##### RECORDS FOR THIS EXERCISE

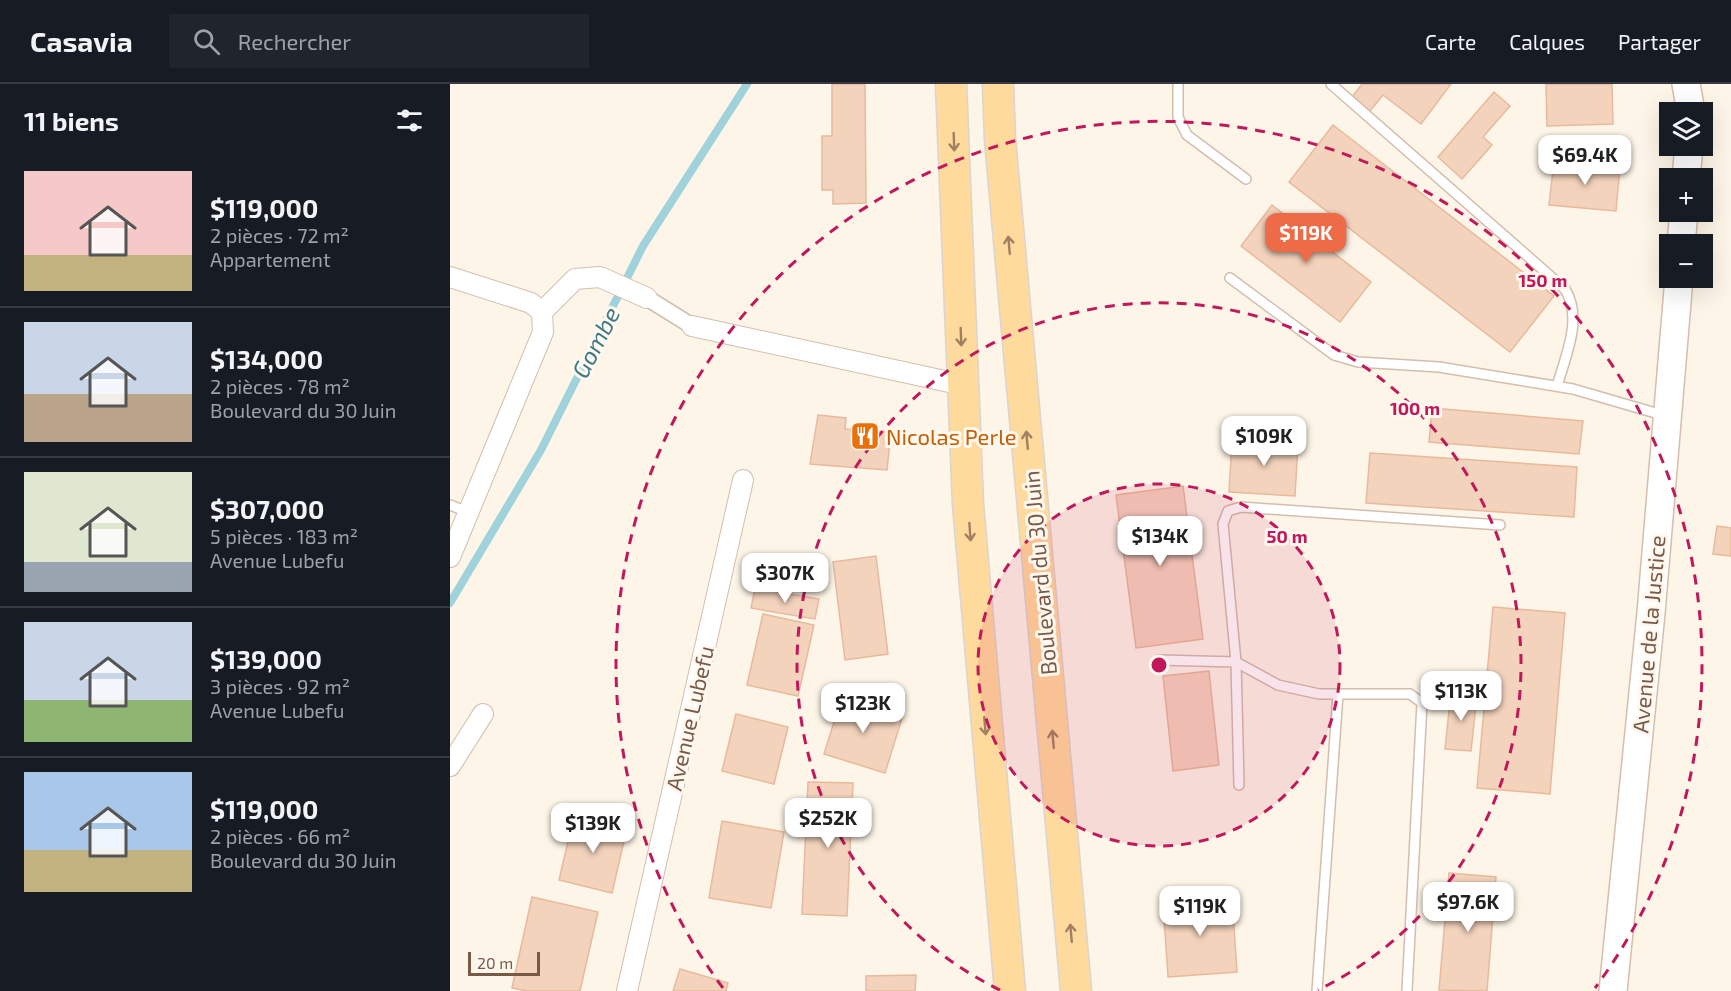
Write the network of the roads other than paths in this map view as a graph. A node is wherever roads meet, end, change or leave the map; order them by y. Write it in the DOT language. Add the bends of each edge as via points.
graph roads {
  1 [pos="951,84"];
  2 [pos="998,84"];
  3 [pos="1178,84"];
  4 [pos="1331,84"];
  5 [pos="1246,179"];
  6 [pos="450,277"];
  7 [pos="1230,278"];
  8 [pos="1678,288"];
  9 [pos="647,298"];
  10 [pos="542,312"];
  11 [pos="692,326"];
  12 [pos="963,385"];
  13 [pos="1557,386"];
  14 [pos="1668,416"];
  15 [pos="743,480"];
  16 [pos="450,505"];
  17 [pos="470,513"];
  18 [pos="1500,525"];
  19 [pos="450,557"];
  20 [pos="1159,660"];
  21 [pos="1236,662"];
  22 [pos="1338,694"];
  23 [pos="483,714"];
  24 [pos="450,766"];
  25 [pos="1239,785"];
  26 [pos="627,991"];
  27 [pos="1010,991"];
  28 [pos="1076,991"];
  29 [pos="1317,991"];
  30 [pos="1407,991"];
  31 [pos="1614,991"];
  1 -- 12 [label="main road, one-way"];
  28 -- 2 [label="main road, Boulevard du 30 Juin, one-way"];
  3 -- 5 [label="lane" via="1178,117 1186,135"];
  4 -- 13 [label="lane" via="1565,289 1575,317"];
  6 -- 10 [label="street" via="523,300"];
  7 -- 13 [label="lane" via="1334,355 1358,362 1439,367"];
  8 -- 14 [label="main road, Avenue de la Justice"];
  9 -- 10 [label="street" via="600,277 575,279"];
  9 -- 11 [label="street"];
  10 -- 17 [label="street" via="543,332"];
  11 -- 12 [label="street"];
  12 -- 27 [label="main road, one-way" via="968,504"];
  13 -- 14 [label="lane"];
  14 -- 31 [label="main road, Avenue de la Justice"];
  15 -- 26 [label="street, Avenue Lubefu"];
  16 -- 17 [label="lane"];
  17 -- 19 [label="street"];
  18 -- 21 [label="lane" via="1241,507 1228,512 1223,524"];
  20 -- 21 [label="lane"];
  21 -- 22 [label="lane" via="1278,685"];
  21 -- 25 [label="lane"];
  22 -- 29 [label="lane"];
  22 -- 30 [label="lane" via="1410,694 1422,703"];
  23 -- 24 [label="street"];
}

##########

→ **DESCRIPTION OF THE TASK**
What is wanted is a word-for-word restatement of the entries, without their images.

→ **SOLVED EXERCISE**
Write the network of the roads other than paths in this map view as a graph. A node is wherever roads meet, end, change or leave the map; order them by y. Write it in the DOT language. Add the bends of each edge as via points.
graph roads {
  1 [pos="951,84"];
  2 [pos="998,84"];
  3 [pos="1178,84"];
  4 [pos="1331,84"];
  5 [pos="1246,179"];
  6 [pos="450,277"];
  7 [pos="1230,278"];
  8 [pos="1678,288"];
  9 [pos="647,298"];
  10 [pos="542,312"];
  11 [pos="692,326"];
  12 [pos="963,385"];
  13 [pos="1557,386"];
  14 [pos="1668,416"];
  15 [pos="743,480"];
  16 [pos="450,505"];
  17 [pos="470,513"];
  18 [pos="1500,525"];
  19 [pos="450,557"];
  20 [pos="1159,660"];
  21 [pos="1236,662"];
  22 [pos="1338,694"];
  23 [pos="483,714"];
  24 [pos="450,766"];
  25 [pos="1239,785"];
  26 [pos="627,991"];
  27 [pos="1010,991"];
  28 [pos="1076,991"];
  29 [pos="1317,991"];
  30 [pos="1407,991"];
  31 [pos="1614,991"];
  1 -- 12 [label="main road, one-way"];
  28 -- 2 [label="main road, Boulevard du 30 Juin, one-way"];
  3 -- 5 [label="lane" via="1178,117 1186,135"];
  4 -- 13 [label="lane" via="1565,289 1575,317"];
  6 -- 10 [label="street" via="523,300"];
  7 -- 13 [label="lane" via="1334,355 1358,362 1439,367"];
  8 -- 14 [label="main road, Avenue de la Justice"];
  9 -- 10 [label="street" via="600,277 575,279"];
  9 -- 11 [label="street"];
  10 -- 17 [label="street" via="543,332"];
  11 -- 12 [label="street"];
  12 -- 27 [label="main road, one-way" via="968,504"];
  13 -- 14 [label="lane"];
  14 -- 31 [label="main road, Avenue de la Justice"];
  15 -- 26 [label="street, Avenue Lubefu"];
  16 -- 17 [label="lane"];
  17 -- 19 [label="street"];
  18 -- 21 [label="lane" via="1241,507 1228,512 1223,524"];
  20 -- 21 [label="lane"];
  21 -- 22 [label="lane" via="1278,685"];
  21 -- 25 [label="lane"];
  22 -- 29 [label="lane"];
  22 -- 30 [label="lane" via="1410,694 1422,703"];
  23 -- 24 [label="street"];
}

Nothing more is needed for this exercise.